10 years of Lehman crisis: The world has changed, but not enough

The human impact was significant. A total of 8.8 million Americans were made redundant since the start of the financial crisis
The fall of big-bulge investment bank Lehman Brothers and the global financial chaos that followed after defaults in subprime debt have had a major impact on the world economy and the financial system.

Regulators across the world, led by the US Federal Reserve (Fed), came out with bond-buying programmes, thereby supplying easy money and also made drastic cuts in interest rates. In August 2007, the Fed’s benchmark interest rate stood at 5.25 per cent. Today, despite seven rate hikes since December 2015, the rate is now 2 per cent. In the UK, the rate is 0.75 per cent, down from 5.75 per cent a decade ago. The European Central Bank’s benchmark rate is zero, compared to 4 per cent in 2007. Low interest rates have helped those who have mortgages and other debts, but have been painful for savers.

The financial crisis pushed back global growth, which declined from a high of 5.6 per cent in 2007 to 3 per cent the next year and a negative 0.2 per cent in 2009.

After the crisis, a slew of banks shut shop or were acquired by other banks. The US government stepped in to bail out mortgage companies Fannie Mae and Freddie Mac and insurer AIG. 

The domino effect was felt across the world, with governments in the UK, the Netherlands, Portugal, and Iceland also having to step in to save their financial institutions.

The human impact was significant — while about half a million jobs were lost in financial services, the impact on construction and manufacturing was much higher as 8.8 million Americans were made redundant since the start of the financial crisis, according to the US Department of Treasury. Workers were laid off elsewhere in the world too.

Soon after the Lehman collapse, the US government and the Fed got involved in saving banks that were “too big to fail” and would have taken the financial system down with them. JPMorgan bought Bear Stearns, Bank of America acquired Merrill Lynch, and Warren Buffett invested in Goldman Sachs.

But some things never change. 

A decade later, banks haven’t got smaller, though. A majority of assets are still concentrated with the 10 largest banks, according to The Wall Street Journal.

Also, a global deleveraging was expected after the crises, but debt levels today are higher than ever before.

According to the Bank for International Settlements, the world’s debt load has risen from around 200 per cent of gross domestic product in 2008 to 244 per cent by the end of 2017. The McKinsey Global Institute, the research division of the consulting firm, noted that the non-financial corporations, governments, and households have added $72 trillion since 2007.

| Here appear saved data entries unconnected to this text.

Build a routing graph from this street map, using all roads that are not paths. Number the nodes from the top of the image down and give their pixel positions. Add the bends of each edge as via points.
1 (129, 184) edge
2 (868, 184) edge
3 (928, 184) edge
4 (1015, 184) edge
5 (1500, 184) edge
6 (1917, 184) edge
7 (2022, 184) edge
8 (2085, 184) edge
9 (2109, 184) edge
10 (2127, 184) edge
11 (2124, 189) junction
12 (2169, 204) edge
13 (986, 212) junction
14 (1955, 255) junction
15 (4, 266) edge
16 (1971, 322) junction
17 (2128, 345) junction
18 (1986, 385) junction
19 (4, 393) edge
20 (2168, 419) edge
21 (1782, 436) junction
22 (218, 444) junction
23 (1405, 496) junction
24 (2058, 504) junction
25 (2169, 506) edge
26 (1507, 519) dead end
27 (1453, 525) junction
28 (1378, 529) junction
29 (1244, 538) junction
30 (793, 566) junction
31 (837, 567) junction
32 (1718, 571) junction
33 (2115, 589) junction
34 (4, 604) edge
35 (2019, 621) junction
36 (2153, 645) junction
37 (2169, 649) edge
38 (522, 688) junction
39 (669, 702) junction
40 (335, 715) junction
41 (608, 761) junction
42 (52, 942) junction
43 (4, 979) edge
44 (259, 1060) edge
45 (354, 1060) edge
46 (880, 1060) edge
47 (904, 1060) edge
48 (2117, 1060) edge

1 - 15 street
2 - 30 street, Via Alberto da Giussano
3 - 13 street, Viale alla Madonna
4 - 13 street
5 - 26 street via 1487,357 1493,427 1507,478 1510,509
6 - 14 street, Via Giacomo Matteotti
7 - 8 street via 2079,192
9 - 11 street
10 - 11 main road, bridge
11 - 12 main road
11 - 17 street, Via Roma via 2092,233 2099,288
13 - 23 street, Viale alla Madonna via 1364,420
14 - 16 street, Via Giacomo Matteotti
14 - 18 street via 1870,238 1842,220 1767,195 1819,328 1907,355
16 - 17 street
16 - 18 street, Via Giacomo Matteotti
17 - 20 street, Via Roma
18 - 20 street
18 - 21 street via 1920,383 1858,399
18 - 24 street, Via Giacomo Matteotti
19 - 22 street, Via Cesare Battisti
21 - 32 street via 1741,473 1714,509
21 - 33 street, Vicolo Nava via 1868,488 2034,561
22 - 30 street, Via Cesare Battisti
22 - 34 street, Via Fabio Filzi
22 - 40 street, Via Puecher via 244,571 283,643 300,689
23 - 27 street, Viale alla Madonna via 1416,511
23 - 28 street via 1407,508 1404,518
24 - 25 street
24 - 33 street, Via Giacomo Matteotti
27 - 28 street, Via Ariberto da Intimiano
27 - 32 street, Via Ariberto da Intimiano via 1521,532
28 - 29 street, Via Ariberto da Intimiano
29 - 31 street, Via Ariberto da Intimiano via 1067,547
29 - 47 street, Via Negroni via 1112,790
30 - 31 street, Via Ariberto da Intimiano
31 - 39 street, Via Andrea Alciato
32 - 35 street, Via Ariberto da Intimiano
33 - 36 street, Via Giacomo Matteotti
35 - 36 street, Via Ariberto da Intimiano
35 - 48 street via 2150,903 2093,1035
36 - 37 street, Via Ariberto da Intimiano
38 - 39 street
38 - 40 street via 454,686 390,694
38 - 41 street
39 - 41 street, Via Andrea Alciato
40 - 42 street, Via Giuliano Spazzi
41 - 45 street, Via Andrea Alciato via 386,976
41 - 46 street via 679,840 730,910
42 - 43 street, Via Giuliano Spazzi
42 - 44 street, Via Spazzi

Even risky instruments, which contributed to the worsening of the crisis, becoming increasingly popular again, with stories emerging last year of the return of the synthetic collateralised debt obligations. The markets, in which such instruments trade, are still opaque. Fed chairman Janet Yellen talked about the lack of transparency in derivative markets in 2013 and global regulators, grappling with increasing transparency for derivative products, have sought comments through a consultative paper on governance arrangements for over-the-counter derivatives last month.

Some of the angst that the common man carries about the havoc the financial crisis wreaked on the world order may be justified. While multiple accounts speak of fraud and criminality that contributed to bringing the world to the brink of financial ruin, the biggest failure is that hardly anybody of consequence saw the inside of a jail cell. The system continues to have an incentive for banks to take risks as they believe the Fed will be there to bail them out if their bets go awry.

The list of financial regulations introduced since the crisis is long, forcing banks to hold more capital to cover potential losses, restricting speculative trading, and giving central banks more powers to supervise banks, including stress-testing lenders’ balance sheets against future crisis. But now, the Donald Trump Administration wants to roll back restrictions under the Dodd-Frank Act. In a blog post on 10 years of the global financial crisis, International Monetary Fund Managing Director Christine Lagarde sums up: “We have come a long way, but not far enough. The system is safer, but not safe enough. Growth has rebounded but is not shared enough.”

Lehman’s 2008 collapse wasn’t the only time that speculation led to a crisis, and nor would this be the last one. The creation of the US Fed traces back to the Panic of 1907, which was triggered by the Heinze brothers’ failed attempt to corner shares in United Copper resulted in a bank run. Since then, the Fed as a lender of last resort has stepped in regularly to avert crisis in the financial markets. Experts also say that the global financial crisis led to rising inequality, populism, and protests such as Occupy Wall Street. Even the protectionism path that Donald Trump is following has roots in the crisis. Lagarde wrote we are now facing new, post-crisis, fault lines — from the potential roll-back of financial regulation, to the fallout from excessive inequality, to protectionism and inward-looking policies, to rising global imbalances. “How we respond to these challenges will determine whether we have fully internalised the lessons from Lehman. In this sense, the true legacy of the crisis cannot be adequately assessed after 10 years — because it is still being written,” she said.